Search code examples
rmachine-learningcross-validationr-caret

caret: combine the stratified createMultiFolds (repeatedCV) and groupKFold


My question is very similar to the one asked in caret: combine createResample and groupKFold

The only difference: I need to create stratified folds (also repeated 10 times) after grouping instead of bootstrapped resamples (which are not stratified as far as I know) for using it with caret's trainControl. The following code is working with 10-fold repeated CV but I couldn't include the grouping of the data based on an "ID" (df$ID).

# creating indices
cv.10.folds <- createMultiFolds(rf_label, k = 10, times = 10)
# creating folds    
ctrl.10fold <- trainControl(method = "repeatedcv", number = 10, repeats = 10, index = cv.10.folds)
# train
rf.ctrl10 <- train(rf_train, y = rf_label, method = "rf", tuneLength = 6,
                       ntree = 1000, trControl = ctrl.10fold, importance = TRUE)

That's my actual problem: My data contains many groups composed of 20 instances each, having the same "ID". So, when using the 10-fold CV repeated 10 times I get some instances of a group in the training and some in the validation set. This I want to avoid, but overall I need a stratified partitioning for the prediction value (df$Label). (All instances having the same "ID" also have the same prediction/label value.)

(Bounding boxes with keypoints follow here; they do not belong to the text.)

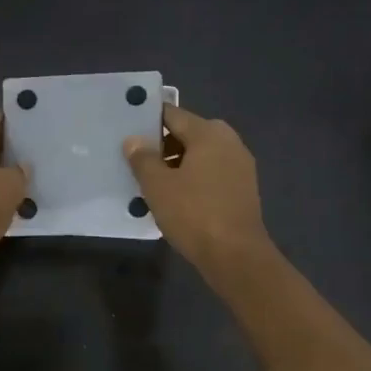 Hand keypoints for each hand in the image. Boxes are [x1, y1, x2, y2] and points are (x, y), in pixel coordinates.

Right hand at [125, 105, 274, 278]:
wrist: (235, 255)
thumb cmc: (193, 214)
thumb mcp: (158, 186)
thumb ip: (143, 158)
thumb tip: (134, 140)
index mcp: (209, 133)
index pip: (172, 114)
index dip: (148, 120)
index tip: (127, 129)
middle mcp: (229, 141)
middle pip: (188, 134)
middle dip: (161, 145)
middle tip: (134, 159)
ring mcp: (240, 166)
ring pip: (200, 156)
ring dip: (177, 164)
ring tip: (151, 182)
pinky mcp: (243, 189)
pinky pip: (211, 174)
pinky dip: (193, 179)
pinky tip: (176, 198) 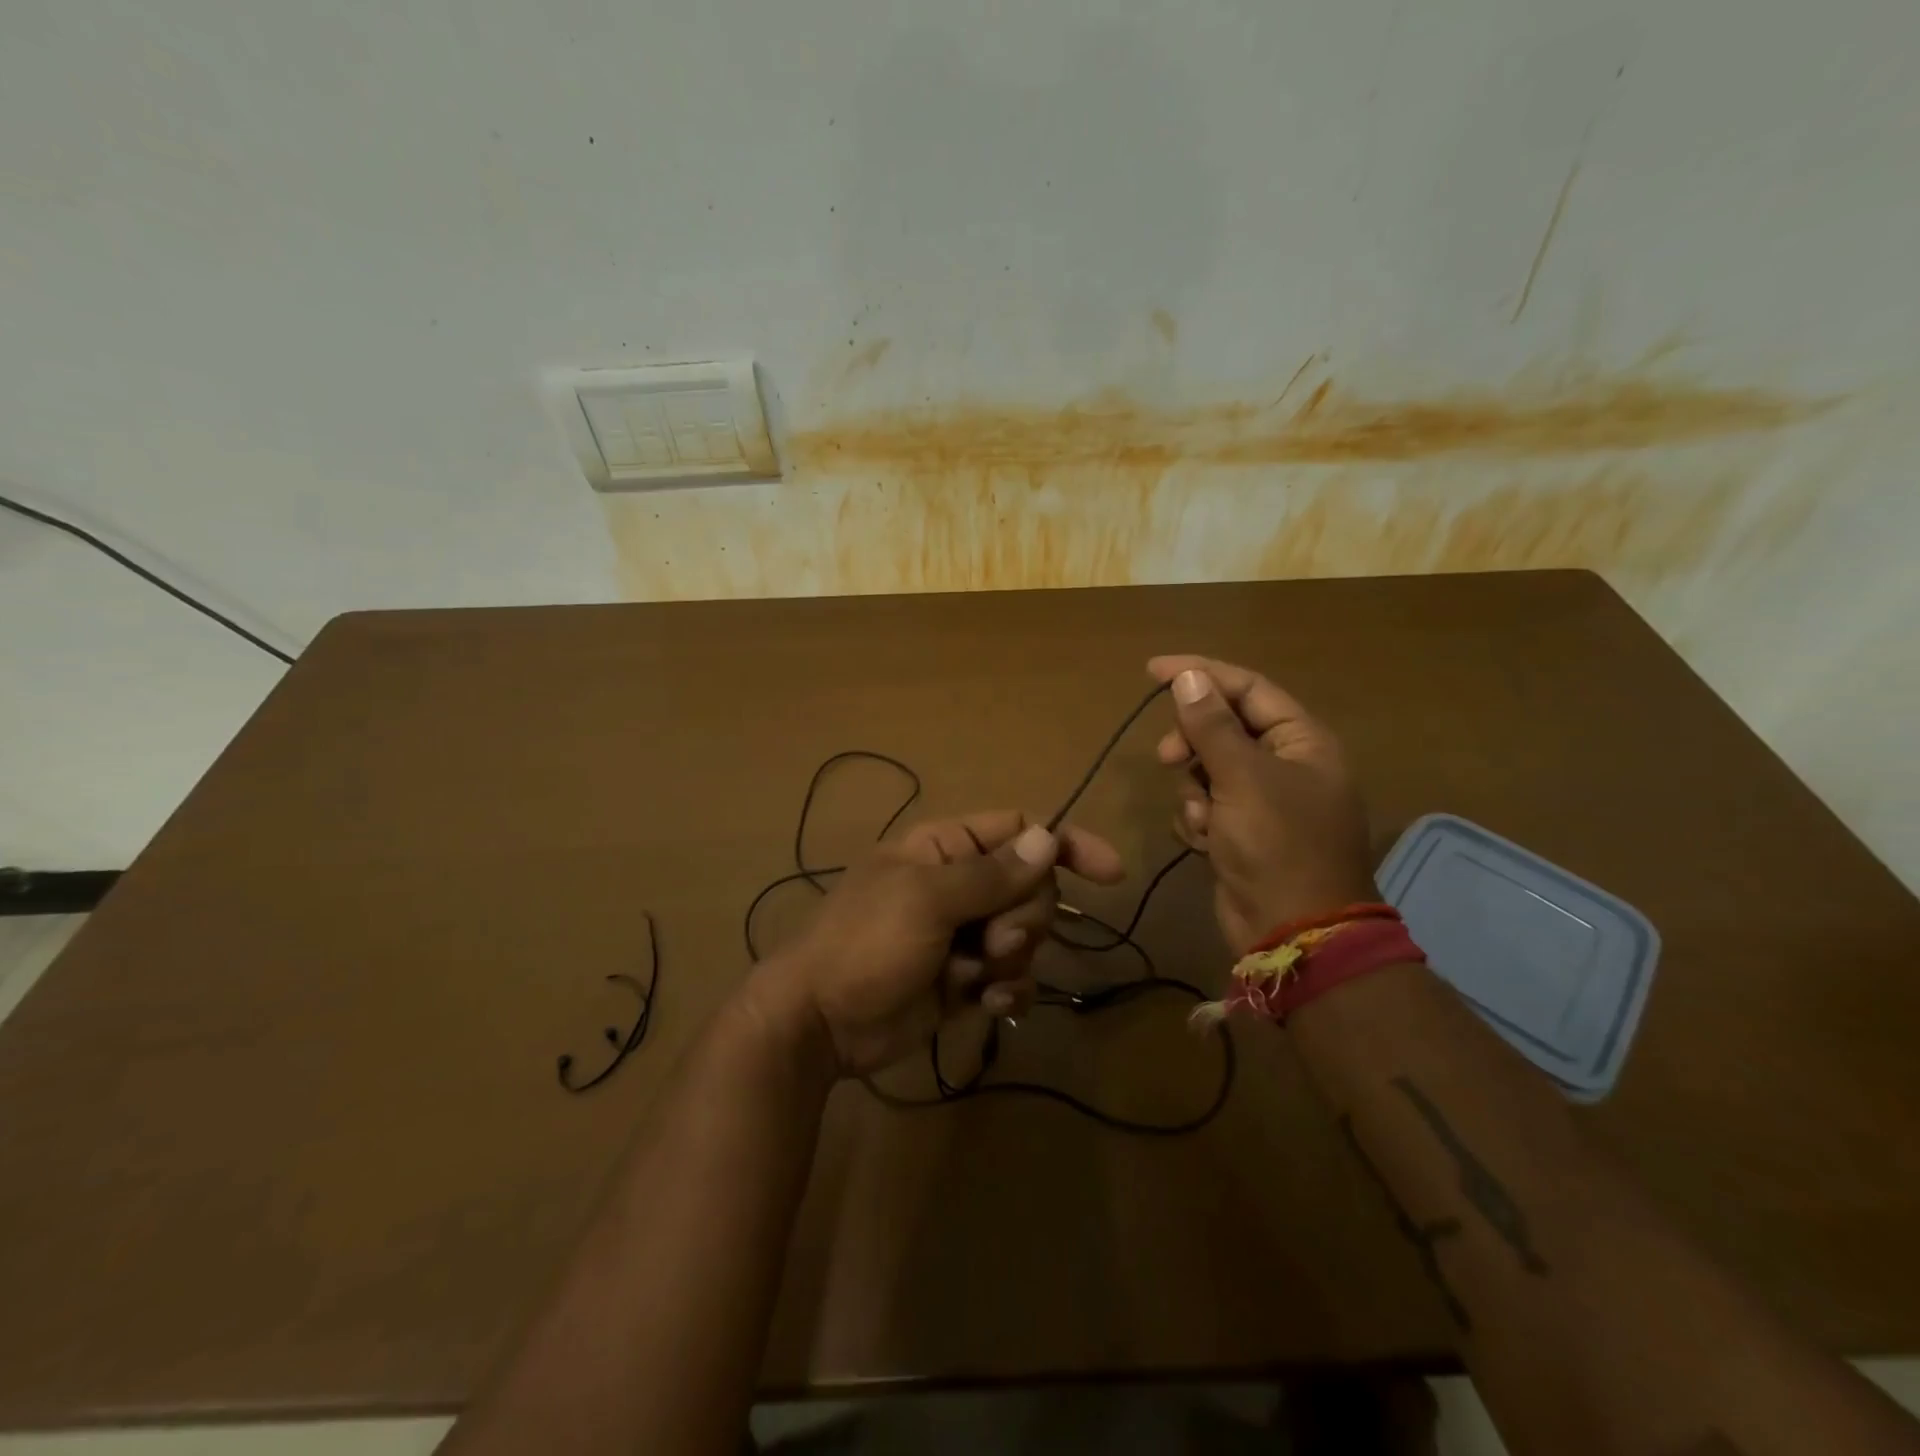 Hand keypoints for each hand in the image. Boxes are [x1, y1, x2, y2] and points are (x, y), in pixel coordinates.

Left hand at [753, 811, 1123, 1076]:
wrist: (819, 1022)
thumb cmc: (866, 942)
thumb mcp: (927, 900)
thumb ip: (991, 873)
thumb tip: (1049, 837)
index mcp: (945, 849)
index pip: (1019, 830)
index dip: (1065, 844)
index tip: (1110, 873)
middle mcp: (959, 885)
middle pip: (1030, 887)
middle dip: (1024, 917)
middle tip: (992, 940)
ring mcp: (963, 934)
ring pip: (1025, 935)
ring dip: (1014, 957)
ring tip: (975, 974)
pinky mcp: (964, 980)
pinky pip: (1011, 977)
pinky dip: (1009, 990)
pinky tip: (989, 1003)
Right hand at [1148, 655, 1376, 951]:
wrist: (1292, 932)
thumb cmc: (1277, 845)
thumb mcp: (1243, 778)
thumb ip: (1212, 726)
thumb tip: (1188, 677)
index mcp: (1301, 741)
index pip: (1247, 688)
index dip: (1201, 674)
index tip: (1153, 671)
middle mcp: (1284, 764)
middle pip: (1223, 728)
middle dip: (1191, 743)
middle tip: (1167, 758)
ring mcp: (1262, 800)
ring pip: (1207, 769)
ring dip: (1194, 791)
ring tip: (1203, 820)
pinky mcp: (1241, 831)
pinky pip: (1205, 805)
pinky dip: (1197, 819)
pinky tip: (1205, 842)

In the provided and accepted answer from the link above (see parts below) I guess I have to modify the folds2 line to contain the stratified 10-fold CV instead of the bootstrapped

folds <- groupKFold(x)
folds2 <- lapply(folds, function(x) lapply(1:10, function(i) sample(x, size = length(x), replace = TRUE)))

but unfortunately I cannot figure out how exactly. Could you help me with that?


Solution

  • Here is an approach to perform stratified repeated K-fold CV with blocking.

    library(caret)
    library(tidyverse)
    

    some fake data where id will be the blocking factor:

    id <- sample(1:55, size = 1000, replace = T)
    y <- rnorm(1000)
    x <- matrix(rnorm(10000), ncol = 10)
    df <- data.frame(id, y, x)
    

    summarise the observations by the blocking factor:

    df %>%
      group_by(id) %>%
      summarise(mean = mean(y)) %>%
      ungroup() -> groups1 
    

    create the stratified folds based on the grouped data:

    folds <- createMultiFolds(groups1$mean, 10, 3)
    

    back join the original df to the group data and take the df row id's

    folds <- lapply(folds, function(i){
      data.frame(id = i) %>%
        left_join(df %>%
                    rowid_to_column()) %>%
        pull(rowid) 
    })
    

    check if the data id's in the test are not in the train:

    lapply(folds, function(i){
      sum(df[i,1] %in% df[-i,1])
    })
    

    output is a bunch of zeros, meaning no id's in the test folds are in the train folds.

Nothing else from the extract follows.